Abstract
After supplying (a) food materials (rice, cassava, coconut oil etc.) and (b) industrial products (coconut fibre, rubber, timber etc.) there are left (c) energy raw materials, which are often burnt inefficiently and wrongly thought of as wastes (coir dust, wood chips, bagasse pith etc.)
Energy raw materials may be incinerated, or hydrolysed, or digested etc. for industrial purposes. They may also be used as fuels for combustion—in domestic cookers, or for steam raising in industry. Energy efficiency may be improved by briquetting energy raw materials to make them more satisfactory as fuels. In addition, modern methods of gasification of some of the briquettes can make producer gas to fuel small, ordinary internal combustion engines.

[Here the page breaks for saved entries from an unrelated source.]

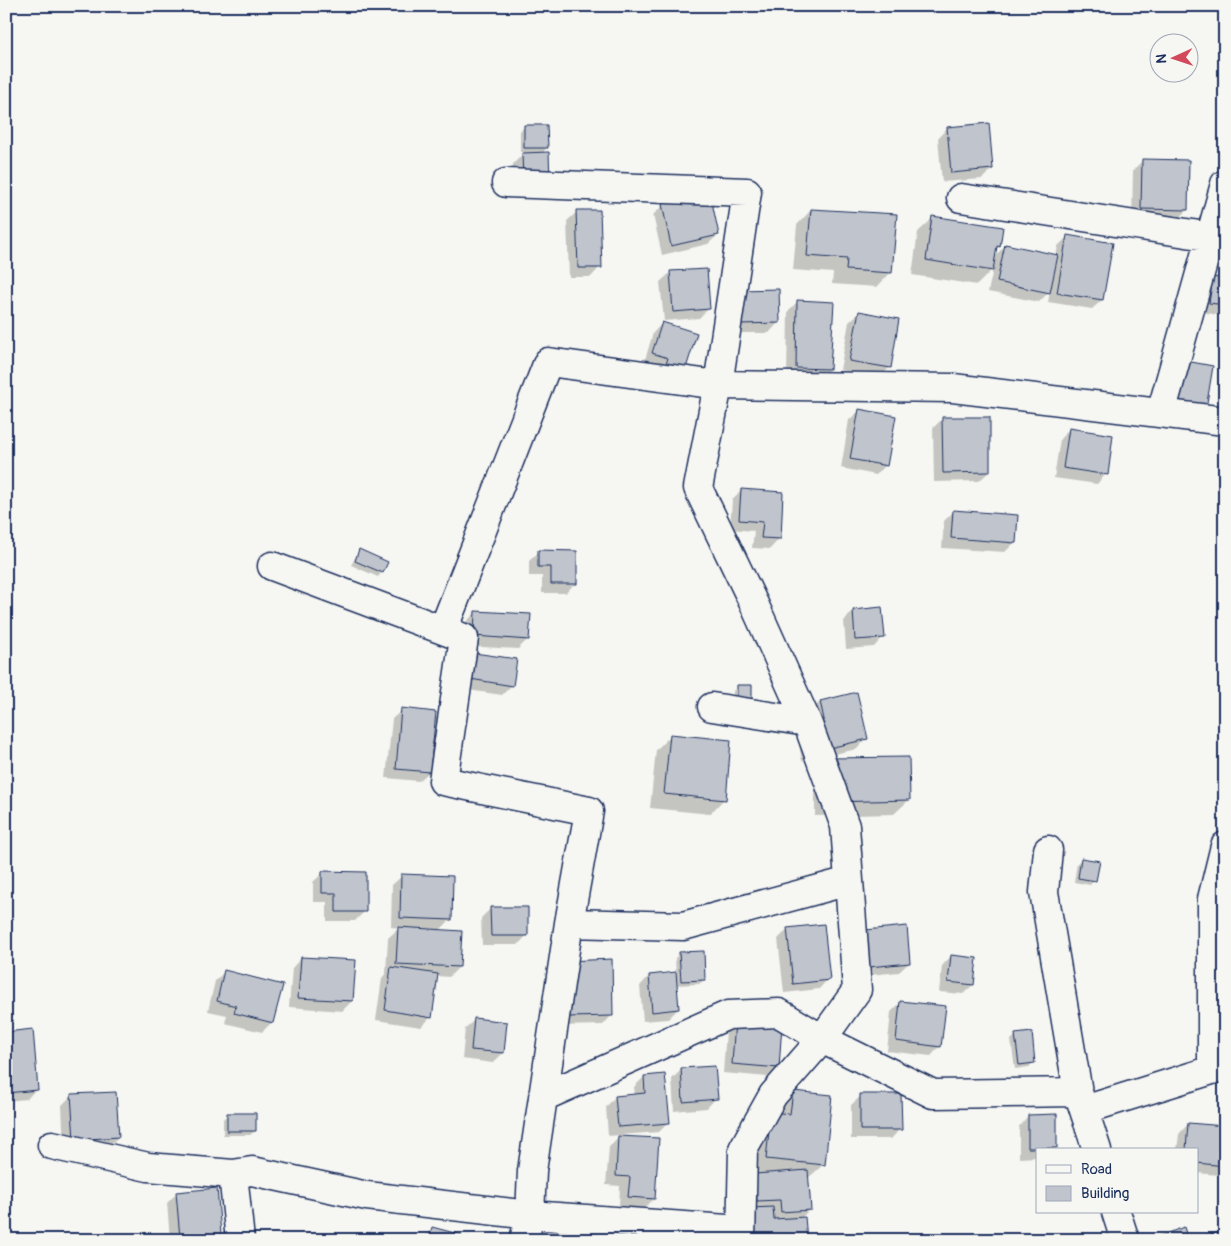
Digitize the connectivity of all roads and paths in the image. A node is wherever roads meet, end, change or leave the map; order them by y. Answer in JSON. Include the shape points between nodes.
{"nodes":[{"id":1,"x":506,"y":183,"type":"dead end"},
{"id":2,"x":1225,"y":184,"type":"edge"},
{"id":3,"x":961,"y":198,"type":"dead end"},
{"id":4,"x":1217,"y":238,"type":"edge"},
{"id":5,"x":718,"y":384,"type":"junction"},
{"id":6,"x":1161,"y":413,"type":"junction"},
{"id":7,"x":1225,"y":421,"type":"edge"},
{"id":8,"x":272,"y":566,"type":"dead end"},
{"id":9,"x":443,"y":630,"type":"junction"},
{"id":10,"x":712,"y":707,"type":"dead end"},
{"id":11,"x":807,"y":722,"type":"junction"},
{"id":12,"x":1225,"y":846,"type":"edge"},
{"id":13,"x":1048,"y":850,"type":"dead end"},
{"id":14,"x":849,"y":881,"type":"junction"},
{"id":15,"x":570,"y":923,"type":"junction"},
{"id":16,"x":822,"y":1039,"type":"junction"},
{"id":17,"x":1219,"y":1068,"type":"edge"},
{"id":18,"x":543,"y":1097,"type":"junction"},
{"id":19,"x":1082,"y":1101,"type":"junction"},
{"id":20,"x":52,"y":1145,"type":"dead end"},
{"id":21,"x":1096,"y":1148,"type":"edge"},
{"id":22,"x":233,"y":1174,"type":"junction"},
{"id":23,"x":1117,"y":1214,"type":"edge"},
{"id":24,"x":527,"y":1228,"type":"edge"},
{"id":25,"x":741,"y":1235,"type":"edge"},
{"id":26,"x":240,"y":1240,"type":"edge"},
{"id":27,"x":1125,"y":1240,"type":"edge"}],
"edges":[{"from":1,"to":5,"type":"street","via":[[747,192]]},
{"from":2,"to":4,"type":"street"},
{"from":3,"to":4,"type":"street"},
{"from":4,"to":6,"type":"street"},
{"from":5,"to":6,"type":"street","via":[[953,388]]},
{"from":5,"to":9,"type":"street","via":[[548,362]]},
{"from":5,"to":11,"type":"street","via":[[698,488]]},
{"from":6,"to":7,"type":"street"},
{"from":8,"to":9,"type":"street"},
{"from":9,"to":15,"type":"street","via":[[464,638],[443,781],[589,811]]},
{"from":10,"to":11,"type":"street"},
{"from":11,"to":14,"type":"street","via":[[845,826]]},
{"from":12,"to":17,"type":"street","via":[[1212,899]]},
{"from":13,"to":19,"type":"street","via":[[1044,892]]},
{"from":14,"to":15,"type":"street","via":[[683,926]]},
{"from":14,"to":16,"type":"street","via":[[857,990]]},
{"from":15,"to":18,"type":"street"},
{"from":16,"to":18,"type":"street","via":[[779,1013],[728,1015]]},
{"from":16,"to":19,"type":"street","via":[[933,1094]]},
{"from":16,"to":25,"type":"street","via":[[772,1095],[743,1149]]},
{"from":17,"to":19,"type":"street"},
{"from":18,"to":24,"type":"street"},
{"from":19,"to":21,"type":"street"},
{"from":20,"to":22,"type":"street","via":[[148,1167]]},
{"from":22,"to":24,"type":"street","via":[[252,1171]]},
{"from":22,"to":26,"type":"street"},
{"from":23,"to":27,"type":"street"},
{"from":24,"to":25,"type":"street"}]}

The power may be mechanical as shaft power, or as electricity for lighting, operating machinery etc. Integrated rural energy centres (IRECs) involve this sequence of drying, briquetting, gasifying some of the briquettes to make power, and using the rest of the briquettes for industry for steam raising instead of the wood or oil that is so often the normal fuel. An alternative possibility, particularly for higher ranges of power generation (about 300–500 kW) is to burn the energy raw material at high efficiency in a fluidized bed combustor (FBC), and make use of the hot gases produced to generate power through steam or externally-fired gas turbines,
Briquetting techniques are simple and capable of much further development. Gasification techniques are also simple (with proper design) and also capable of further development. Heat recovery for product drying, for example, can be a useful feature of a combined electrical and heat energy generation system, adopting the gasification or efficient direct burning in an FBC route.